He cursed softly. She had not known he could be so moved.

"Poor child, let me talk with you."

He led her back to a chair almost with kindness and sat somewhat behind her so that he need not meet her eyes.

"This love you wait for—it is not a full-grown god, dear girl, but a blind child. Given a man and a woman and a certain propinquity, and nature does the rest. We put a mask on nature and call it love, we name an abstraction and call it God. Love! Love! Love! It is a pretty disguise—no more. Do you understand?"

"I will not."

She listened to his quick breathing.

"Bertha, if I were to chain you with a ten-foot chain to the first man off the streets and leave you alone with him for three days, what would happen?"

Her hand closed on the arm of the chair. He rose and paced the room as his idea grew.

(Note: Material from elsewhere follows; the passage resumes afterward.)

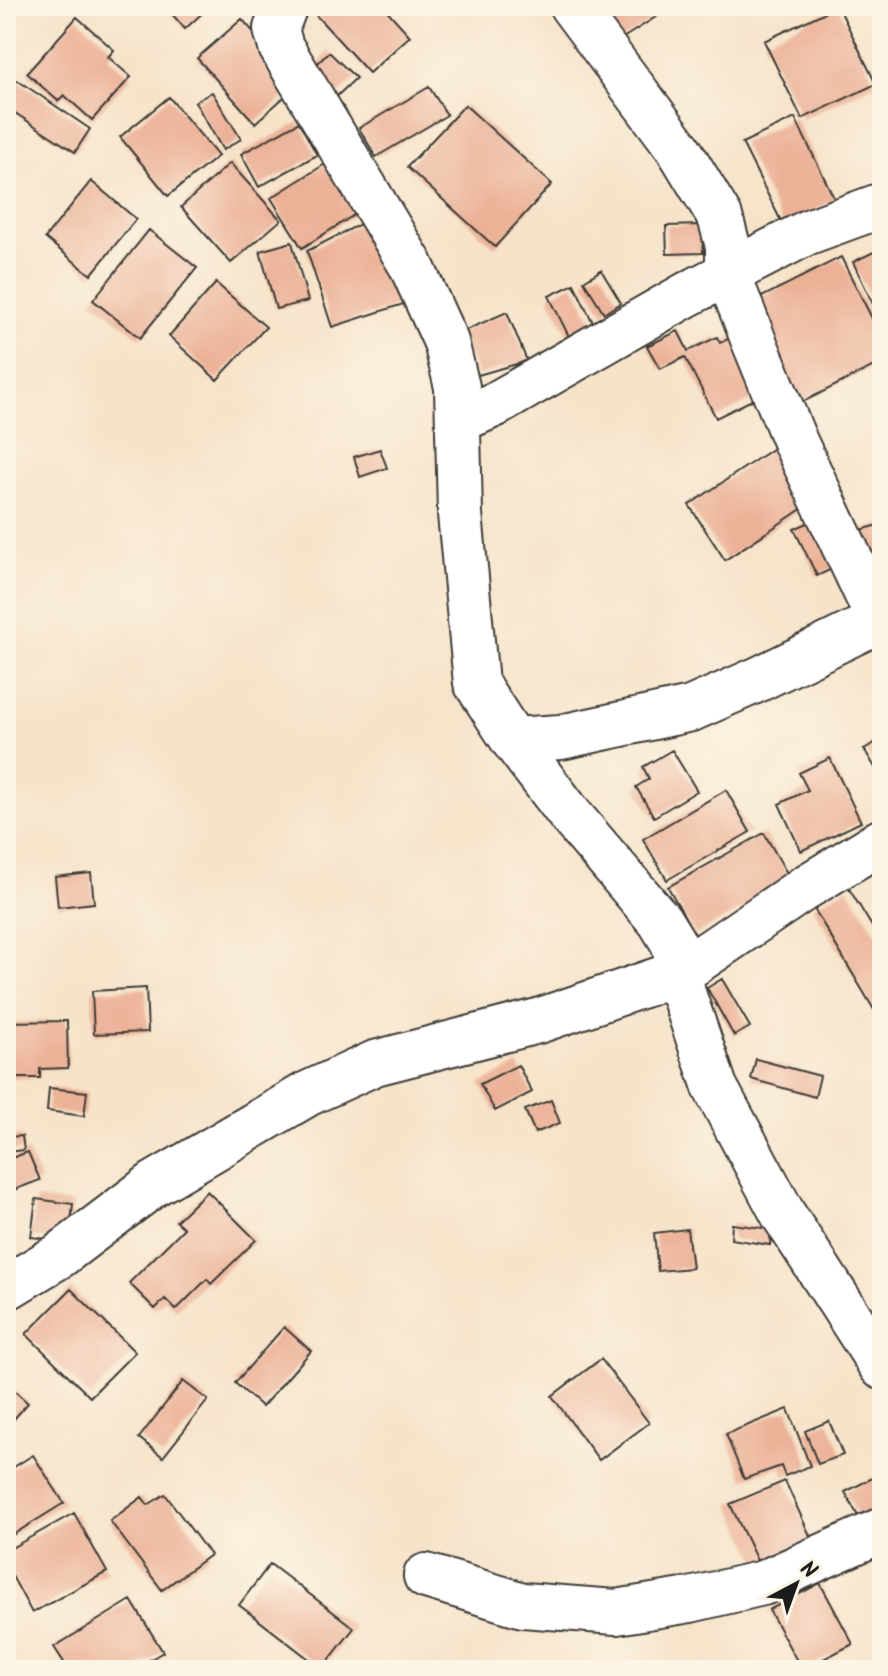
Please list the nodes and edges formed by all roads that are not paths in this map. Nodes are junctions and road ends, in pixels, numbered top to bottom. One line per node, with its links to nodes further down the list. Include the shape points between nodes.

"Your eyes would criticize him and your shame would fight in behalf of your—soul? And the sight of your shame would keep the man in check. But suppose the room were dark—suppose you could not see his face and merely knew that a man was there—suppose he could not see and merely knew that a woman was there? What would happen? Would it be love? Pah! Love is no more deified than hunger. If it is satisfied, it goes to sleep; if it is satiated, it turns to loathing. Aye, at the end of the three days you would be glad enough to have the ten-foot chain cut. But first what would happen?"

The vague terror grew coldly in her, for she could see the idea taking hold of him like a hand.